WHAT YOU WILL DO
Go through the data below and transcribe it exactly. Omit the images.

Stored items
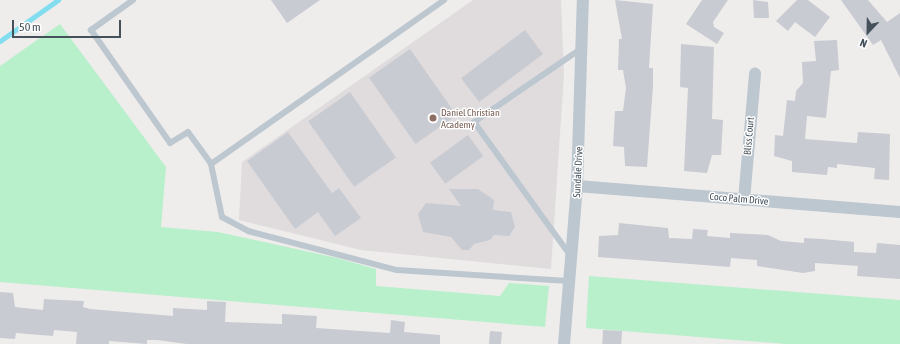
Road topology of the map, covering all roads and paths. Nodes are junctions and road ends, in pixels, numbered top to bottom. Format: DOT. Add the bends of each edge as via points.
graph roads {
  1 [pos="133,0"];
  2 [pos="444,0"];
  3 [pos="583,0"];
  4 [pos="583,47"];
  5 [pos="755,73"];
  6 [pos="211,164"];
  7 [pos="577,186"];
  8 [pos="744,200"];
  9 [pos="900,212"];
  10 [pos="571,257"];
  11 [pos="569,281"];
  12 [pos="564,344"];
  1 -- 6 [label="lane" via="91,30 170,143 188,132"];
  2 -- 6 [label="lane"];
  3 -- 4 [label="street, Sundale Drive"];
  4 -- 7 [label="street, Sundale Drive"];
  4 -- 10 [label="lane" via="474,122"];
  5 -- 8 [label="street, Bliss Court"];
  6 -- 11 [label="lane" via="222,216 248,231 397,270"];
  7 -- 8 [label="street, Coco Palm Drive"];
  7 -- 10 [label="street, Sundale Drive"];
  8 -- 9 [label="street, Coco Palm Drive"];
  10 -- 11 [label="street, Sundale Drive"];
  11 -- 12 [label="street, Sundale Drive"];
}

RESPONSE TO THE EXERCISE
Road topology of the map, covering all roads and paths. Nodes are junctions and road ends, in pixels, numbered top to bottom. Format: DOT. Add the bends of each edge as via points.
graph roads {
  1 [pos="133,0"];
  2 [pos="444,0"];
  3 [pos="583,0"];
  4 [pos="583,47"];
  5 [pos="755,73"];
  6 [pos="211,164"];
  7 [pos="577,186"];
  8 [pos="744,200"];
  9 [pos="900,212"];
  10 [pos="571,257"];
  11 [pos="569,281"];
  12 [pos="564,344"];
  1 -- 6 [label="lane" via="91,30 170,143 188,132"];
  2 -- 6 [label="lane"];
  3 -- 4 [label="street, Sundale Drive"];
  4 -- 7 [label="street, Sundale Drive"];
  4 -- 10 [label="lane" via="474,122"];
  5 -- 8 [label="street, Bliss Court"];
  6 -- 11 [label="lane" via="222,216 248,231 397,270"];
  7 -- 8 [label="street, Coco Palm Drive"];
  7 -- 10 [label="street, Sundale Drive"];
  8 -- 9 [label="street, Coco Palm Drive"];
  10 -- 11 [label="street, Sundale Drive"];
  11 -- 12 [label="street, Sundale Drive"];
}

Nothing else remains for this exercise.